Businesses can help safeguard the environmental future of our planet by greening their money, according to adventurer and best-selling author Simon Reeve. 

Simon was talking to Reed Talent Solutions’ Managing Director, Lee Gudgeon, last week as part of the largest networking and learning festival for the talent acquisition industry, RecFest. 

During the presentation on the event’s Resourcing Leaders Stage, Simon revealed his own inspiring recruitment journey – and how weird foods and danger have become a central part of his life. 

The BBC presenter and travel documentary maker, who described the programmes he makes as “incorporating issues and adventures,” also spoke about the environmental challenges the world is facing and how business can respond. 

He said companies can make a huge difference through the “power of finance” and by investing in cleaner rather than dirty industries. 

How business can help the planet 

Simon told a packed audience that during his travels around the world he has heard first-hand about environmental problems caused by people in the developed world. 

He said: “From the very start of my travels, I would turn up in remote parts of the world and indigenous people who aren’t connected to the rest of the planet would start saying to me that they could see their part of the world changing. 

“That came as a shock to me. They would say, ‘we can see this happening, do you know why?’ And I felt like an emissary from the wealthy world, and I had to say it’s because my people are inflicting this on you.” 

Simon said it is people in the Tropics – “the hottest, sweatiest, most beautiful, biodiverse, poorest and most corrupt part of the planet” – who are suffering the most. 

While acknowledging that what he does – travel – has an impact, he insisted tourism can be “a force for good” and said industries such as fashion, concrete and plastics “need to green up”. 

“They have gigantic carbon footprints,” he said. “They are part of the fabric of our existence, and we need to look at them as well as at travel and tourism.” 

He urged people to travel to more remote places and try new experiences: “There are 10,000 special wilderness areas around planet Earth that rely on tourism money to survive. It pays for their guards, their rangers, the fuel to go in anti-poaching patrol vehicles. 

“They need that income. Those places will be really impacted if you don’t go.” 

One of his biggest messages to companies and employers was around how they can invest their money, particularly when it comes to pension schemes. 

“Greening the average British pension is at least 20 times more powerful at reducing your individual carbon footprint than going vegetarian and stopping flying every day for the rest of your life,” he said, before urging businesses to listen to employees who are increasingly telling them that they “want to be part of change and leave the world a better place”. 

Eating pig fat – and taking on the KGB 

Simon also told listeners at RecFest about some of his favourite journeys, and the trials and tribulations he has had to face along the way. 

He cited a trip around the Indian Ocean as one of his favourites. 

“It had glorious sunshine as well as proper struggle and hardship,” he said. “It had Mauritius and the Maldives alongside the problems of places like Somalia.  

“In many ways, that was my favourite journey because it incorporated those extreme elements of life on planet Earth. 

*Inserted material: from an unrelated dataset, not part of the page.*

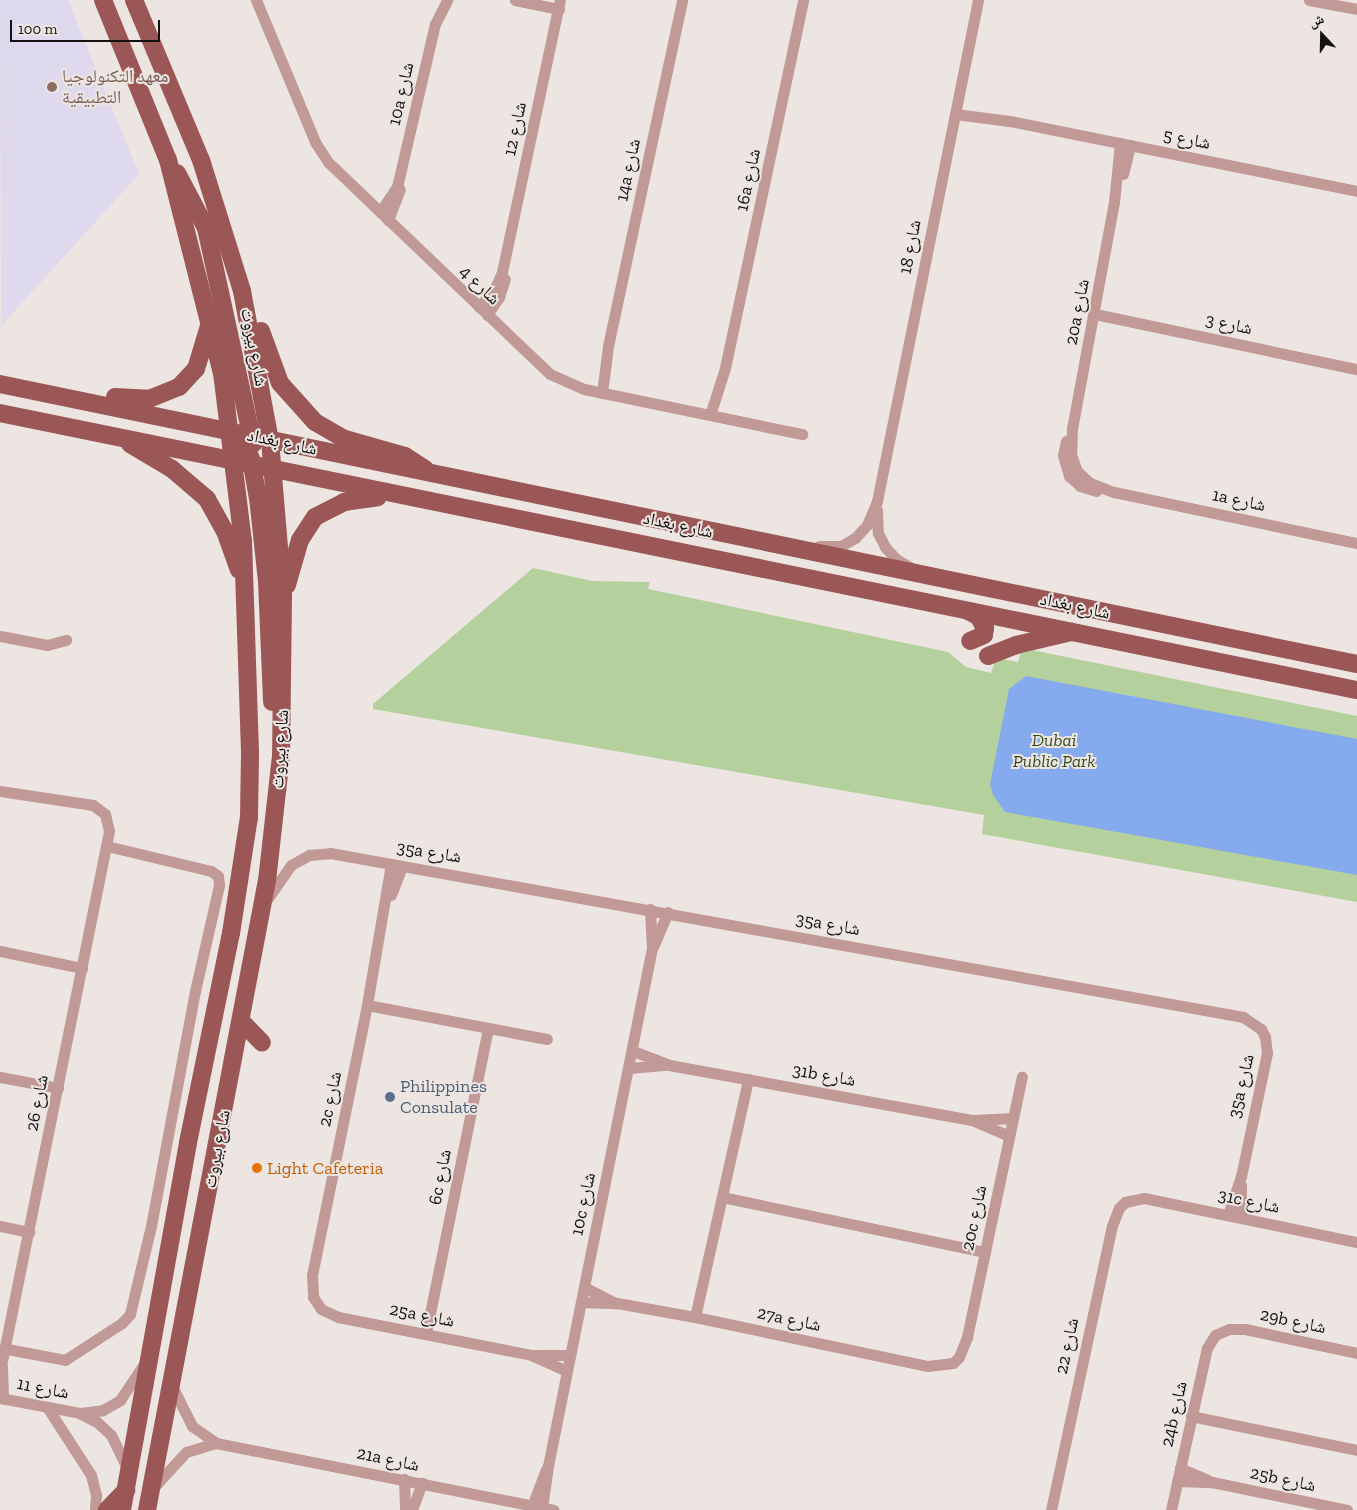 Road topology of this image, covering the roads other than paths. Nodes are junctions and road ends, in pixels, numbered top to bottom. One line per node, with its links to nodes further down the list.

“That's what we try and incorporate into the programmes. They're not just about science. They're not just about wildlife. They're about everything. Human existence, what we do, what we touch, what we create, what we destroy.” 

Simon revealed that along the way he has experienced everything from eating pig fat covered in chocolate to being arrested by the KGB. 

That incident came during a trip to Transnistria, where the old Soviet secret police still held sway. 

He said: “We were actually arrested by them while we were creeping through some bushes trying to film a secret Russian military base.”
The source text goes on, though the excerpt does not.